#### [EXERCISE REQUIREMENTS]
Count the lines below that hold "thumb". Give the number without comment.

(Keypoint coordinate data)
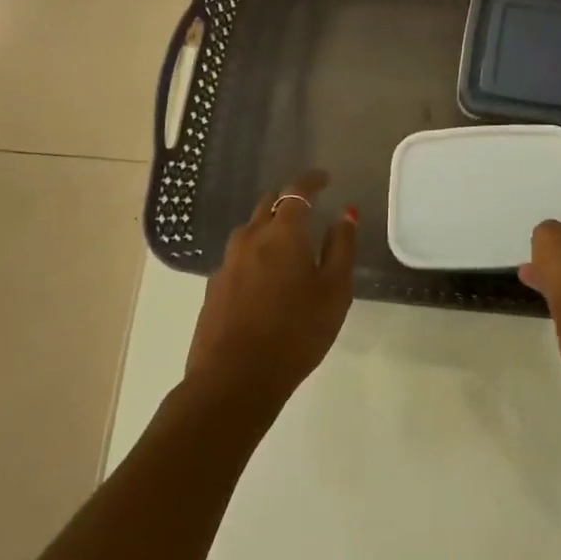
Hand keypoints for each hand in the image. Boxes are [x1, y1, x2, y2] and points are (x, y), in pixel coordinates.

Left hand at [185, 170, 356, 410]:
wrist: (233, 380)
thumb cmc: (296, 332)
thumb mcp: (334, 291)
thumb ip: (342, 248)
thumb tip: (346, 214)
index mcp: (283, 232)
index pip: (297, 190)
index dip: (312, 180)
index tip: (325, 179)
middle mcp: (251, 238)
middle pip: (269, 204)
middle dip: (289, 201)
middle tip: (308, 211)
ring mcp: (227, 263)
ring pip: (250, 230)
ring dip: (269, 227)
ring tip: (286, 245)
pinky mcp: (214, 288)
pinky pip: (238, 257)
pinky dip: (254, 254)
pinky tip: (264, 278)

#### [RESPONSE AREA]
4